Friday, December 11, 2009

If You're Not Buying Real Estate Now, You're Either Stupid or Broke

I'm taking this entry a little outside the bounds of my blog's title, but it still somewhat applies.  And, if the title offends, stop reading now.  But, it isn't my title- it's actually a slight variation of the title of an article in Business Week.  It's attention grabbing, but it pretty much sums up what those of us in real estate-related industries are talking about amongst ourselves.  So, there you go- the secret is out.  It's because of things like interest rates and prices of property being down.  I mean did you see where the Silverdome in Detroit sold for $583,000? The city spent $55.7 Million to build it- pretty sweet deal for some sneaky Canadian investors...

My situation is the latter part of the title because of real estate investments that I've already made personally.  But, the "stupid" part applies to a lot of folks who are waiting on the grass to get a little greener.  The truth is the grass can't possibly get any greener! Interest rates are at an ALL-TIME low right now- this week they're at 4.31% for a 30 year fixed loan and a minimal qualifying credit score.  This is by far more important than any tax credits (like the $8000) that are available to first-time homebuyers and the $6500 available to exisiting homeowners.  Don't get me wrong, I wouldn't give my tax credit back, but the interest rates are much more of a big deal.

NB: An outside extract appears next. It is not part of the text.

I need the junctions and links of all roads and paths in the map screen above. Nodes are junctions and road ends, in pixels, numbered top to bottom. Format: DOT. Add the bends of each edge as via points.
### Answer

Here's why.  By the end of 2010 or in early 2011, interst rates will be upwards of 7 or 8%- and maybe higher.  The Fed will have to do that to try and stabilize the economy and inflation rate.  And, right now, in most areas of the Mountain South, a buyer with a saavy Realtor (preferably from T. C. Lewis & Co.) can negotiate a house normally priced at upwards of $300,000 down to around $250,000 (in a lot of cases).  So, a monthly mortgage payment with a 5% downpayment at 4.31% on an above average home in the Mountain South- let's say $250,000- is going to be roughly $1171.00 per month.  When interest rates get to 8%, that payment is going to jump to around $1743.00 per month.  That's a huge amount- nearly $600 per month!  That's more than the total monthly rent that my buddies and I paid in college!

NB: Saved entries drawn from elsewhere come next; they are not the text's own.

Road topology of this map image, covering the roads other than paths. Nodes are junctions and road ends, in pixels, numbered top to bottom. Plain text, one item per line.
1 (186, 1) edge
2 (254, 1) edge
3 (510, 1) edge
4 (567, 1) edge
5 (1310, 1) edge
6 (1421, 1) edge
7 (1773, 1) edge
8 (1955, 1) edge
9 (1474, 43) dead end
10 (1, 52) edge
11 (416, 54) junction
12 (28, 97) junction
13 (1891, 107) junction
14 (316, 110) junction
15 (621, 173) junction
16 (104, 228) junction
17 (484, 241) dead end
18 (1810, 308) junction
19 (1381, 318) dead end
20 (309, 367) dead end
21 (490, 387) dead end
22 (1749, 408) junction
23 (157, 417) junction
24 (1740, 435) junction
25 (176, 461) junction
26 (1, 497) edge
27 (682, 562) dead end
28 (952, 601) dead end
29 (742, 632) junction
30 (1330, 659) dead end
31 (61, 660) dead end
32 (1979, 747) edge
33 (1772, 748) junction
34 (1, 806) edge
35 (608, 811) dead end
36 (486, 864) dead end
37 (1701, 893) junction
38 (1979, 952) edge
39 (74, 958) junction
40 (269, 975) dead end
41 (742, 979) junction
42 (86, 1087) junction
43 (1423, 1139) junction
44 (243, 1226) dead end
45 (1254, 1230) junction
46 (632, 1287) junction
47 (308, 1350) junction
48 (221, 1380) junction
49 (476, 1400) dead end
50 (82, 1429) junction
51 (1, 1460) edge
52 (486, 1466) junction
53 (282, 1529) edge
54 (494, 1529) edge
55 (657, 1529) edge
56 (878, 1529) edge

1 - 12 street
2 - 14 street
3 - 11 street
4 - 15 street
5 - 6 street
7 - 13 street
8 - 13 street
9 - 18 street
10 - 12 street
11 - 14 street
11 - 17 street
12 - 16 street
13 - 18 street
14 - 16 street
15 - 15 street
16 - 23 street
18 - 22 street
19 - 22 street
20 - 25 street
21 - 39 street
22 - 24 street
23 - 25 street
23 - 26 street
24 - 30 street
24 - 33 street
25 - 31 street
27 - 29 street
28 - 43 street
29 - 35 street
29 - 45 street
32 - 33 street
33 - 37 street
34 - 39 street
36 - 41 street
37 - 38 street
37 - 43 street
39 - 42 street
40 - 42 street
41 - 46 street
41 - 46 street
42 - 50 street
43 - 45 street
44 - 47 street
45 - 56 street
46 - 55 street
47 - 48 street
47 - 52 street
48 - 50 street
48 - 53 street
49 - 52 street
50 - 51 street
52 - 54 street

Now, here's the other side.  We also have those "smart buyers" out there right now that are thinking that prices may continue to drop for a few more months into 2010, so they'll just wait to purchase.  I use the term "smart buyer" loosely because the prices may indeed drop, but it's all in the math.  Check this out.  If a "smart buyer" waits to purchase a home for a few thousand dollars less sometime near the end of 2010 and has to take an 8% interest rate, he or she is actually losing money.  Let's use the same house example as before.  Let's say the house that we could negotiate to $250,000 now is still on the market in late 2010.  At that point, it may be that we could negotiate it down to $230,000.  But, a $230,000 mortgage with that same 5% down and an 8% interest rate will cost around $1604.00 per month.  That's still $433 above the mortage payment for that house at a higher price but lower interest rate now!  Let's run that purchase price all the way down to $200,000 at the end of 2010.  With the 5% down and 8% interest, that mortgage payment is still $1395.00.  That's still more than $220 over the first scenario!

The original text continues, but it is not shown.